# Task to complete:
Exclude the pictures and repeat all of the data exactly.

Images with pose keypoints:
----------------

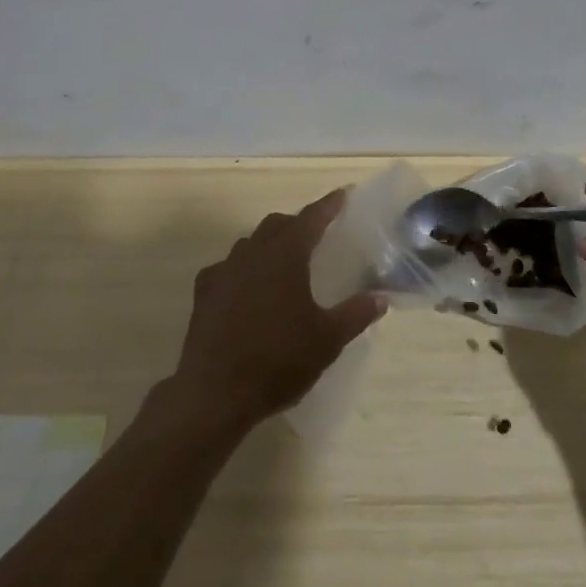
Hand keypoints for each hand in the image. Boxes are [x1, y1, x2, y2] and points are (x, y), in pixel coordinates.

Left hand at [168, 189, 385, 432]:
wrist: (215, 393)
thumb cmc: (278, 360)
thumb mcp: (327, 340)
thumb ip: (355, 314)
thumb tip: (380, 297)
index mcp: (286, 255)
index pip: (311, 218)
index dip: (329, 205)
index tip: (342, 194)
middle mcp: (253, 252)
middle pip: (278, 224)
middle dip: (297, 224)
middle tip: (315, 235)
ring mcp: (225, 270)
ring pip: (250, 243)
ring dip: (268, 244)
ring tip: (282, 263)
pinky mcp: (205, 293)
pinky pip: (227, 268)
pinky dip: (242, 270)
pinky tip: (246, 289)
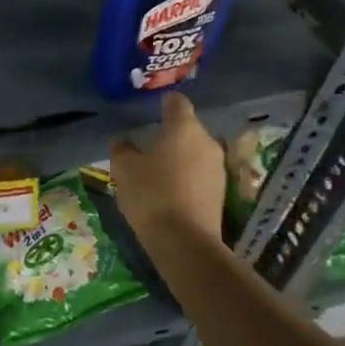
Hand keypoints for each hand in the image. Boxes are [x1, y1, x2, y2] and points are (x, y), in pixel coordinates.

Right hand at [110, 93, 225, 249]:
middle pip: (189, 129)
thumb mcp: (124, 169)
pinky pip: (200, 174)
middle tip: (149, 144)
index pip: (177, 102)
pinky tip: (170, 190)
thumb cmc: (152, 195)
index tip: (152, 110)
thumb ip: (122, 149)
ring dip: (180, 157)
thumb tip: (123, 141)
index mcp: (185, 128)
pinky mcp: (221, 193)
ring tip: (158, 170)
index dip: (164, 103)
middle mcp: (207, 142)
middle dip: (171, 134)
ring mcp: (218, 168)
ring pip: (196, 153)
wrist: (185, 243)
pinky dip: (187, 177)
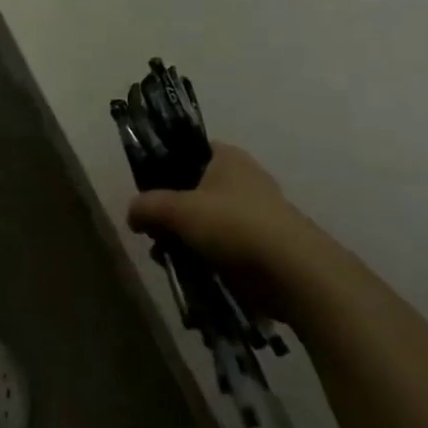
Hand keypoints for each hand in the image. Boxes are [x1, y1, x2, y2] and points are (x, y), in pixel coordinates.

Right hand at [127, 143, 317, 318]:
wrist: (296, 274)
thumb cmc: (234, 225)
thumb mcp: (179, 210)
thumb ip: (148, 206)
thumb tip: (132, 213)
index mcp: (226, 156)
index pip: (186, 151)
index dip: (163, 168)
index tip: (147, 194)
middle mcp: (243, 178)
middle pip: (194, 190)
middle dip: (172, 214)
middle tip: (155, 235)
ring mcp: (257, 214)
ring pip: (208, 222)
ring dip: (187, 240)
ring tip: (170, 260)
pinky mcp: (265, 247)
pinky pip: (226, 248)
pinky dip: (208, 259)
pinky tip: (194, 276)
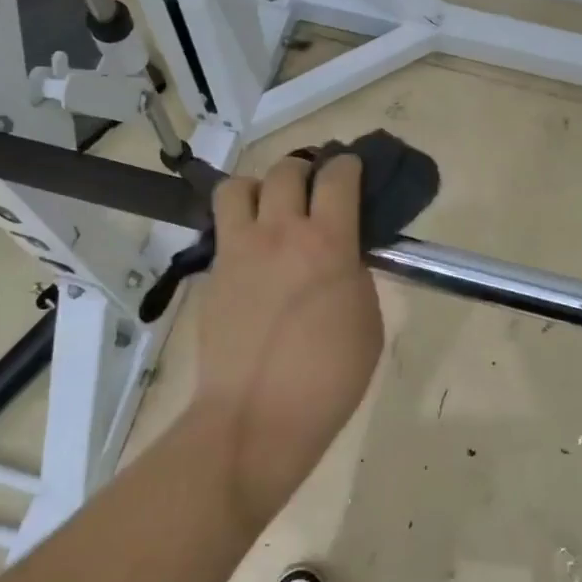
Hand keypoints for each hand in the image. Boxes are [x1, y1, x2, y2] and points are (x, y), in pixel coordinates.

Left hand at [192, 153, 383, 524]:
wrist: (258, 416)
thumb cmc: (329, 377)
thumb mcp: (367, 321)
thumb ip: (354, 274)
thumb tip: (341, 256)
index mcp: (327, 243)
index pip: (337, 177)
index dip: (348, 164)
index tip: (352, 168)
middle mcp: (280, 233)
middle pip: (287, 170)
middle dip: (305, 169)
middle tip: (315, 187)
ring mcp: (239, 251)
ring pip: (239, 186)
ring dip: (261, 187)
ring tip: (272, 209)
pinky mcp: (214, 273)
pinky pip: (223, 228)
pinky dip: (240, 224)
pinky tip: (254, 250)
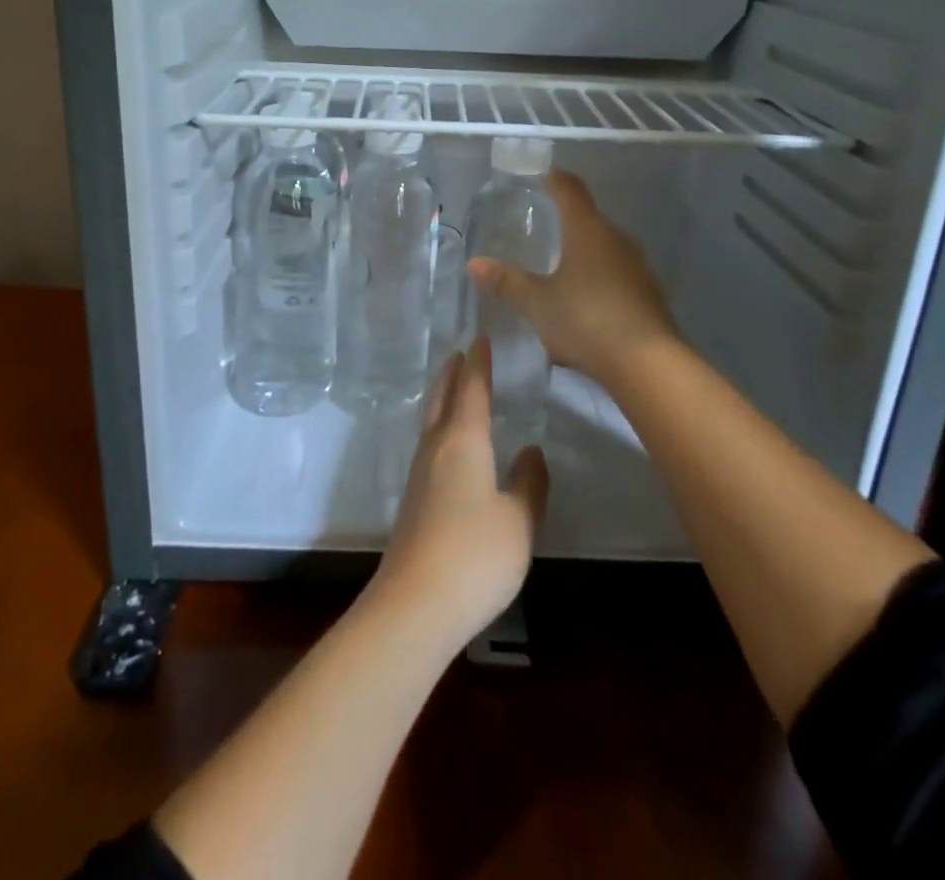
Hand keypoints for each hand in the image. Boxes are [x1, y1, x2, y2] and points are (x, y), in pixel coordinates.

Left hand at [371, 340, 548, 651]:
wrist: (415, 604)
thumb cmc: (474, 556)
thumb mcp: (518, 520)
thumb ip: (529, 483)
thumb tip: (531, 450)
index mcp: (463, 441)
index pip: (472, 389)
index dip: (479, 363)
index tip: (480, 338)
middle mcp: (436, 448)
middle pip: (441, 398)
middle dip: (452, 374)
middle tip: (459, 353)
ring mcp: (419, 474)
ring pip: (431, 421)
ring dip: (441, 398)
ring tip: (453, 388)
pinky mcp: (413, 500)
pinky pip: (428, 445)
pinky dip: (439, 427)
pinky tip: (448, 445)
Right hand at [467, 170, 681, 388]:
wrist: (648, 364)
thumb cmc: (586, 321)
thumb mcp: (538, 303)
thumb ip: (507, 282)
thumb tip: (475, 263)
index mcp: (588, 230)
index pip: (570, 189)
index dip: (554, 180)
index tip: (541, 178)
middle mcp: (616, 239)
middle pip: (588, 220)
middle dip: (565, 224)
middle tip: (540, 232)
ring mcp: (638, 267)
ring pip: (604, 249)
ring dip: (583, 256)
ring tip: (558, 272)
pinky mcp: (649, 294)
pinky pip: (617, 276)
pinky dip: (598, 281)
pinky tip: (584, 306)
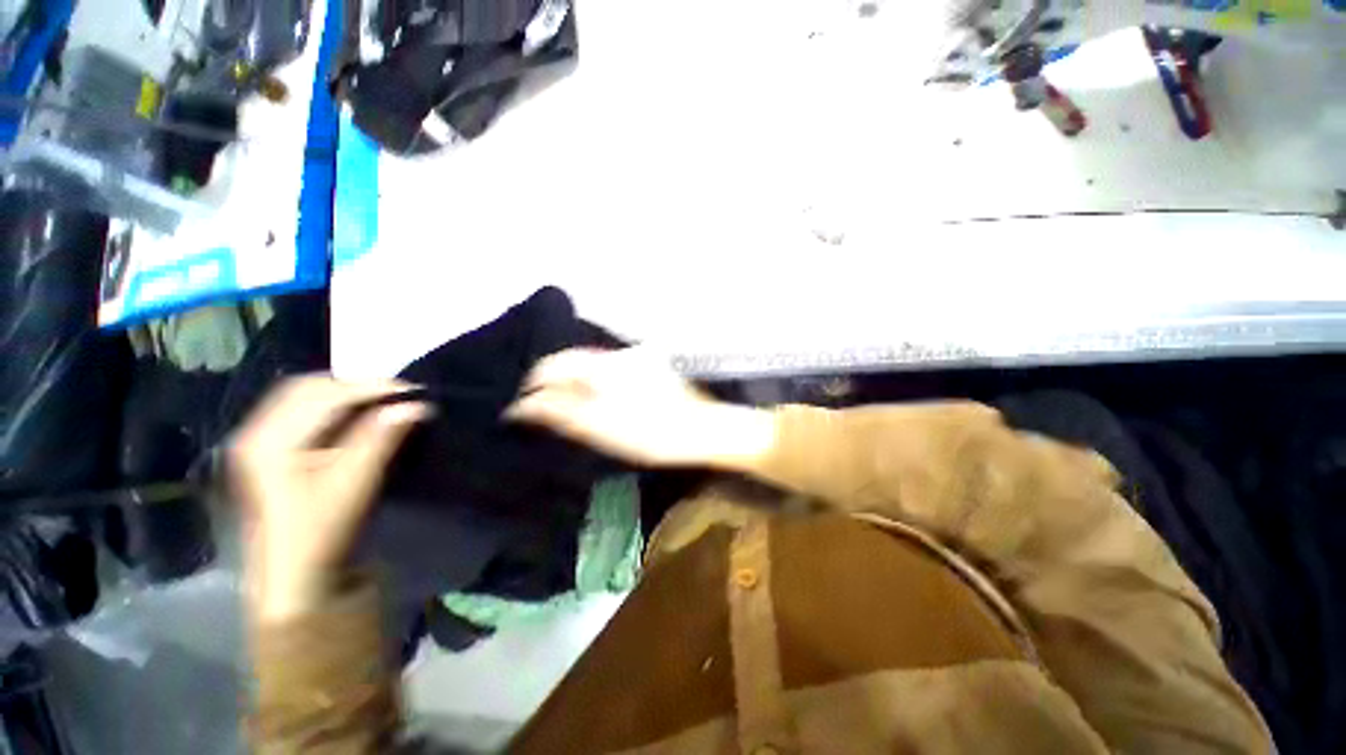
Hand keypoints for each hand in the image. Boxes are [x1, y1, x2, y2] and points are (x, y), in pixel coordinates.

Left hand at [229, 376, 430, 623]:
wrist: (296, 576)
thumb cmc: (320, 531)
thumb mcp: (353, 482)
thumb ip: (381, 438)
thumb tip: (416, 405)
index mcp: (268, 439)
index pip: (324, 394)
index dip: (370, 388)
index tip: (413, 390)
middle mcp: (256, 432)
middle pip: (308, 388)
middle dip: (356, 386)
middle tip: (397, 395)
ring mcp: (260, 441)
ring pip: (305, 397)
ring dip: (346, 395)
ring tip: (384, 403)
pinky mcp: (271, 452)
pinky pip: (304, 412)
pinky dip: (336, 408)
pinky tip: (359, 417)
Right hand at [505, 348, 775, 469]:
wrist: (703, 431)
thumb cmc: (653, 435)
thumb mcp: (603, 428)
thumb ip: (560, 412)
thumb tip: (522, 406)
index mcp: (604, 366)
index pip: (553, 364)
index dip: (533, 386)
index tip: (522, 410)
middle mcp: (618, 353)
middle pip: (571, 361)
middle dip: (555, 385)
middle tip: (545, 413)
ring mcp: (636, 357)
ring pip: (591, 364)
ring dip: (575, 384)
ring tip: (569, 410)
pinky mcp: (649, 365)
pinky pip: (610, 369)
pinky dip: (596, 383)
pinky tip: (601, 402)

----------------

# Solved problem:
Hand keypoints for each hand in the image. Boxes are [x1, y1, x2, y2] and points are (x, y), in pixel coordinates.

Left hand at [168, 189, 385, 432]:
wrist: (215, 393)
thumb cmc: (278, 360)
thumb mcp: (327, 340)
thumb ip: (355, 314)
thumb tip: (380, 297)
index mcp: (286, 255)
index pip: (311, 218)
index dip: (329, 205)
index tip: (342, 194)
middle mcp: (253, 252)
middle pip: (278, 224)
middle dip: (297, 224)
middle tip: (315, 235)
ring mcp: (225, 270)
ring pip: (250, 243)
ring dip: (268, 244)
ring tip: (282, 263)
pinky mcp: (205, 293)
pinky pip: (227, 268)
pinky dip: (242, 270)
pinky tip: (246, 289)
Hand keypoints for each hand in the image. Boxes are [x1, y1, x2, y2] and points are (x, y), in pixel coordinates.

Right hand at [110, 93, 225, 249]:
middle pip: (189, 129)
thumb mcp: (124, 169)
pinky pip: (200, 174)
middle tip: (149, 144)
index pip: (177, 102)
pinky tip: (170, 190)
thumb cmc: (152, 195)
index tip: (152, 110)
thumb ip: (122, 149)
ring dip: (180, 157)
thumb tip: (123, 141)
index mcp: (185, 128)
pinky mcp: (221, 193)
ring tip: (158, 170)
index dip: (164, 103)
middle mcp: (207, 142)
middle dip: (171, 134)
ring mcp: (218, 168)
ring pip: (196, 153)
wrist: (185, 243)
pinky dip: (187, 177)
Hand keypoints for each hand in the image. Boxes are [x1, y1, x2, y2] and points are (x, y), in pixel coordinates.

Right hand at [127, 143, 317, 318]:
wrist: (296, 274)
thumb cmc: (234, 225)
thumb mcp: (179, 210)
thumb ip: (148, 206)
thumb tip: (132, 213)
index mcp: (226, 156)
index pip: (186, 151)
index dip: (163, 168)
index tip: (147, 194)
middle mcp: (243, 178)
middle pip: (194, 190)
middle dip: (172, 214)
middle tip: (155, 235)
ring mcp: (257, 214)
ring pip: (208, 222)
ring dip: (187, 240)
ring tip: (170, 260)
pinky mcp: (265, 247)
pinky pip: (226, 248)
pinky dip: (208, 259)
pinky tip: (194, 276)
Hand keypoints for each hand in the image. Boxes are [x1, y1, x2, y2] and points are (x, y), in pixel coordinates.

Left hand at [192, 153, 383, 524]:
wrist: (258, 416)
thumb cmc: (329, 377)
thumb mcp: (367, 321)
thumb ip: (354, 274)
thumb tip: (341, 256)
index mcp: (327, 243)
index pip: (337, 177)
index dip: (348, 164)
index tip: (352, 168)
middle mcp: (280, 233)
middle pip: (287, 170)
middle dip: (305, 169)
middle tip: (315, 187)
ring mcp: (239, 251)
ring pip: (239, 186)
ring dip: (261, 187)
ring tip: (272, 209)
pinky mcp: (214, 273)
pinky pip: (223, 228)
pinky dip: (240, 224)
pinky tip: (254, 250)
Hand keypoints for each hand in the image. Boxes are [x1, y1, x2, y2] and points are (x, y), in pixel coordinates.

Left hand at [371, 340, 548, 651]:
wrist: (415, 604)
thumb cmc: (474, 556)
thumb mcp: (518, 520)
thumb ip: (529, 483)
thumb tip: (531, 450)
index mcp: (463, 441)
index pip: (472, 389)
index dip: (479, 363)
index tip: (480, 338)
middle mcp: (436, 448)
middle pip: (441, 398)
middle dip: (452, 374)
middle tip: (459, 353)
ring mcp: (419, 474)
ring pip: (431, 421)
ring dip: (441, 398)
ring tip: (453, 388)
pinky mcp: (413, 500)
pinky pip: (428, 445)
pinky dip: (439, 427)
pinky tip: (448, 445)
Right hand at [467, 170, 681, 388]:
wrist: (648, 364)
thumb cmc: (586, 321)
thumb mcp: (538, 303)
thumb ip: (507, 282)
thumb tip: (475, 263)
index mcp: (588, 230)
index pip: (570, 189)
index dip: (554, 180)
index tip: (541, 178)
middle mcp: (616, 239)
middle pip: (588, 220)
middle dip: (565, 224)
middle tip: (540, 232)
ring mcp: (638, 267)
ring pip: (604, 249)
ring dip: (583, 256)
ring tip: (558, 272)
pinky mcp: (649, 294)
pinky pip: (617, 276)
pinky dip: (598, 281)
pinky tip: (584, 306)
Hand keypoints for each hand in the image. Boxes are [x1, y1, x2, y2] and points are (x, y), in pixel coordinates.

Left hand at [229, 376, 430, 623]:
wrist: (296, 576)
thumb cmc: (320, 531)
thumb mcp: (353, 482)
thumb ip: (381, 438)
thumb tip: (416, 405)
index mcp: (268, 439)
index pip: (324, 394)
index dip: (370, 388)
index tip: (413, 390)
middle mcp: (256, 432)
middle pip: (308, 388)
middle dip: (356, 386)
middle tip: (397, 395)
ring mcp: (260, 441)
ring pip: (305, 397)
ring dip: (346, 395)
ring tip: (384, 403)
pinky mcp: (271, 452)
pinky pip: (304, 412)
pinky dip: (336, 408)
pinky tip: (359, 417)
Right hand at [505, 348, 775, 469]:
wrist: (703, 431)
thumb cmc: (653, 435)
thumb mcp: (603, 428)
thumb ip: (560, 412)
thumb tip: (522, 406)
index mcp: (604, 366)
index pip: (553, 364)
index dip: (533, 386)
index tip: (522, 410)
middle mcp: (618, 353)
middle pip: (571, 361)
middle dip: (555, 385)
middle tip: (545, 413)
ring mcp: (636, 357)
ring pip: (591, 364)
ring dip: (575, 384)
ring tip: (569, 410)
pinky mcp: (649, 365)
pinky pip: (610, 369)
pinky dip: (596, 383)
pinky tip: (601, 402)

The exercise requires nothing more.